Transforms classes

ClassDescription
CheckWraps up an Expectation such that it can be registered with Data Health.
FileStatusA collections.namedtuple capturing details about a FoundryFS file.
FileSystem(foundry_fs[, read_only])A filesystem object for reading and writing dataset files.
IncrementalTransformContext(ctx, is_incremental)TransformContext with added functionality for incremental computation.
IncrementalTransformInput(tinput[, prev_txrid])TransformInput with added functionality for incremental computation.
IncrementalTransformOutput(toutput[, …])TransformOutput with added functionality for incremental computation.
Input(alias)Specification of a transform input.
Output(alias[, sever_permissions])Specification of a transform output.
Pipeline()An object for grouping a collection of Transform objects.
Transform(compute_func[, inputs, outputs, ...])A callable object that describes single step of computation.
TransformContext(foundry_connector[, parameters])Context object that can optionally be injected into the compute function of a transform.
TransformInput(rid, branch, txrange, …)The input object passed into Transform objects at runtime.
LightweightInput(alias)The input object passed into Lightweight Transform objects at runtime.
IncrementalLightweightInput(alias)The input object passed into an incremental Lightweight Transform objects at runtime.
TransformOutput(rid, branch, txrid, …)The output object passed into Transform objects at runtime.
LightweightOutput(alias)The input object passed into Lightweight Transform objects at runtime.

Check

class transforms.api.Check

Wraps up an Expectation such that it can be registered with Data Health.

  • expectation
    • Expectation – The expectation to evaluate.
  • name
    • str – The name of the check, used as a stable identifier over time.
  • is_incremental
    • bool – If the transform is running incrementally.
  • on_error
    • (str, Optional) – What action to take if the expectation is not met.

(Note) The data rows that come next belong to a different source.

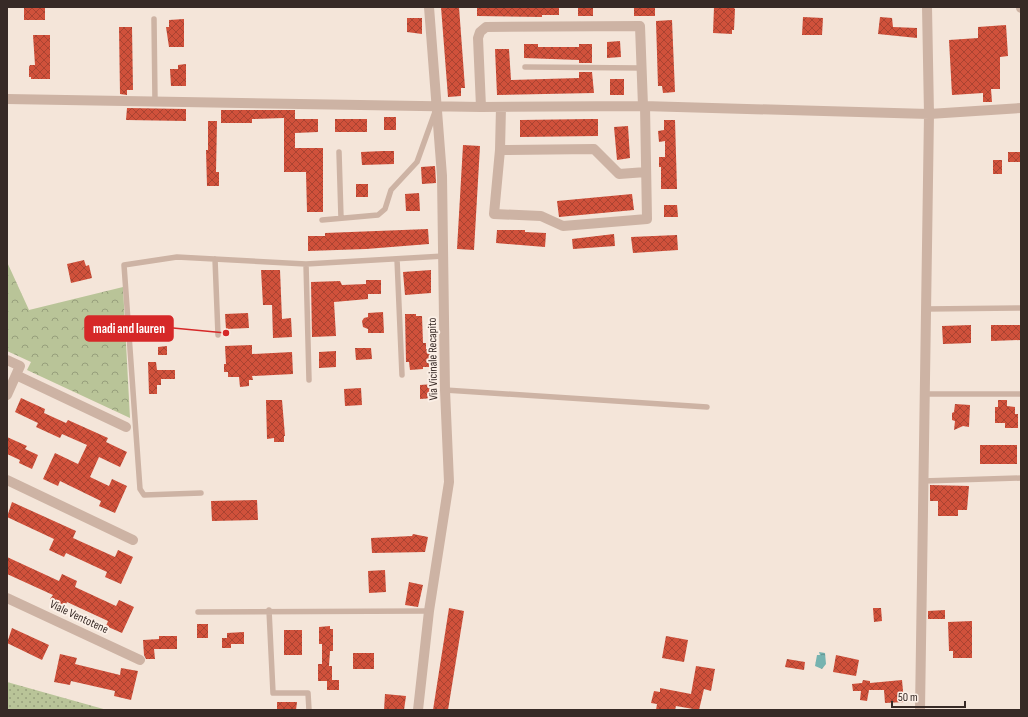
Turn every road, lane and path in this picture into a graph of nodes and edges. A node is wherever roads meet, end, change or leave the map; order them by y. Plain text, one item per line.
1 (429, 7) edge
2 (927, 7) edge
3 (154, 19) dead end
4 (525, 67) dead end
5 (641, 68) junction
6 (7, 99) edge
7 (155, 101) junction
8 (437, 106) junction
9 (644, 106) junction
10 (481, 107) junction
11 (501, 107) junction
12 (1021, 108) edge
13 (929, 114) junction
14 (500, 150) junction
15 (339, 152) dead end
16 (646, 172) junction
17 (341, 218) junction
18 (322, 220) dead end
19 (445, 256) junction
20 (215, 259) junction
21 (397, 259) junction
22 (306, 264) junction
23 (1021, 308) edge
24 (926, 309) junction
25 (218, 335) dead end
26 (7, 360) edge
27 (16, 375) junction
28 (402, 375) dead end
29 (309, 380) dead end
30 (446, 390) junction
31 (924, 394) junction
32 (1021, 394) edge
33 (7, 395) edge
34 (707, 407) dead end
35 (126, 427) dead end
36 (1021, 478) edge
37 (7, 480) edge
38 (923, 481) junction
39 (201, 493) dead end
40 (133, 540) dead end
41 (7, 598) edge
42 (269, 610) junction
43 (429, 610) junction
44 (198, 612) dead end
45 (140, 660) dead end
46 (309, 710) edge
47 (418, 710) edge
48 (920, 710) edge

1 - 8 street, Via Vicinale Recapito
2 - 13 street
3 - 7 lane
4 - 5 lane
5 - 9 street
5 - 10 street
6 - 7 street
7 - 8 street
8 - 10 street
8 - 17 lane
8 - 19 street, Via Vicinale Recapito
9 - 11 street
9 - 13 street
9 - 16 street
10 - 11 street
11 - 14 street
12 - 13 street
13 - 24 street
14 - 16 street
14 - 16 street
15 - 17 lane
17 - 18 lane
19 - 21 lane
19 - 30 street, Via Vicinale Recapito
20 - 22 lane
20 - 25 lane
20 - 39 lane
21 - 22 lane
21 - 28 lane
22 - 29 lane
23 - 24 lane
24 - 31 street
26 - 27 street
27 - 33 street
27 - 35 street
30 - 34 lane
30 - 43 street, Via Vicinale Recapito
31 - 32 lane
31 - 38 street
36 - 38 lane
37 - 40 street
38 - 48 street
41 - 45 street, Viale Ventotene
42 - 43 lane
42 - 44 lane
42 - 46 lane
43 - 47 street, Via Vicinale Recapito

Currently 'WARN', 'FAIL'.
  • description
    • (str, Optional) – The description of the check.

FileStatus

class transforms.api.FileStatus

A collections.namedtuple capturing details about a FoundryFS file.

Create new instance of FileStatus(path, size, modified)

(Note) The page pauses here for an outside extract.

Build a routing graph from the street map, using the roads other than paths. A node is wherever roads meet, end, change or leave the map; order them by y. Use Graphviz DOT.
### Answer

  • count(value) → integer -- return number of occurrences of value
  • index(value[, start[, stop]]) → integer -- return first index of value
    • Raises ValueError if the value is not present
  • modified
    • Alias for field number 2
  • path
    • Alias for field number 0
  • size
    • Alias for field number 1

FileSystem

class transforms.api.FileSystem(foundry_fs, read_only=False)

A filesystem object for reading and writing dataset files.

  • files(glob=None, regex='.*', show_hidden=False, packing_heuristic=None)
    • Create a DataFrame containing the paths accessible within this dataset.
    • The DataFrame is partitioned by file size where each partition contains file paths whose combined size is at most spark.files.maxPartitionBytes bytes, or by a single file if it is larger than spark.files.maxPartitionBytes. The size of a file is calculated as its on-disk file size plus the spark.files.openCostInBytes.
    • Parameters
      • glob (str ↗, optional) – A unix file matching pattern. Supports globstar; to search for files (e.g. pdf), recursively use **/*.pdf.
      • regex (str ↗, optional) – A regex pattern against which to match filenames.
      • show_hidden (bool ↗, optional) – Include hidden files, those prefixed with . or _.
      • packing_heuristic (str ↗, optional) – Specify a heuristic to use for bin-packing files into Spark partitions. Possible choices are ffd (First Fit Decreasing) or wfd (Worst Fit Decreasing). While wfd tends to produce a less even distribution, it is much faster, so wfd is recommended for datasets containing a very large number of files. If a heuristic is not specified, one will be selected automatically.
    • Returns
      • DataFrame of (path, size, modified)
    • Return type
      • pyspark.sql.DataFrame
  • ls(glob=None, regex='.*', show_hidden=False)
    • Recurses through all directories and lists all files matching the given patterns, starting from the root directory of the dataset.
    • Parameters
      • glob (str ↗, optional) – A unix file matching pattern. Supports globstar; to search for files (e.g. pdf), recursively use **/*.pdf.
      • regex (str ↗, optional) – A regex pattern against which to match filenames.
      • show_hidden (bool ↗, optional) – Include hidden files, those prefixed with . or _.
    • Yields
      • FileStatus - The logical path, file size (bytes), modified timestamp (ms since January 1, 1970 UTC).
  • open(_path, mode='r', kwargs)
    • Open a FoundryFS file in the given mode. kwargs are keyword arguments.
    • Parameters
      • path (str ↗) – The logical path of the file in the dataset.
      • kwargs – Remaining keyword arguments passed to io.open()
      • show_hidden (bool ↗, optional) – Include hidden files, those prefixed with . or _.
    • Returns
      • A Python file-like object attached to the stream.
    • Return type
      • File

IncrementalTransformContext

class transforms.api.IncrementalTransformContext(ctx, is_incremental)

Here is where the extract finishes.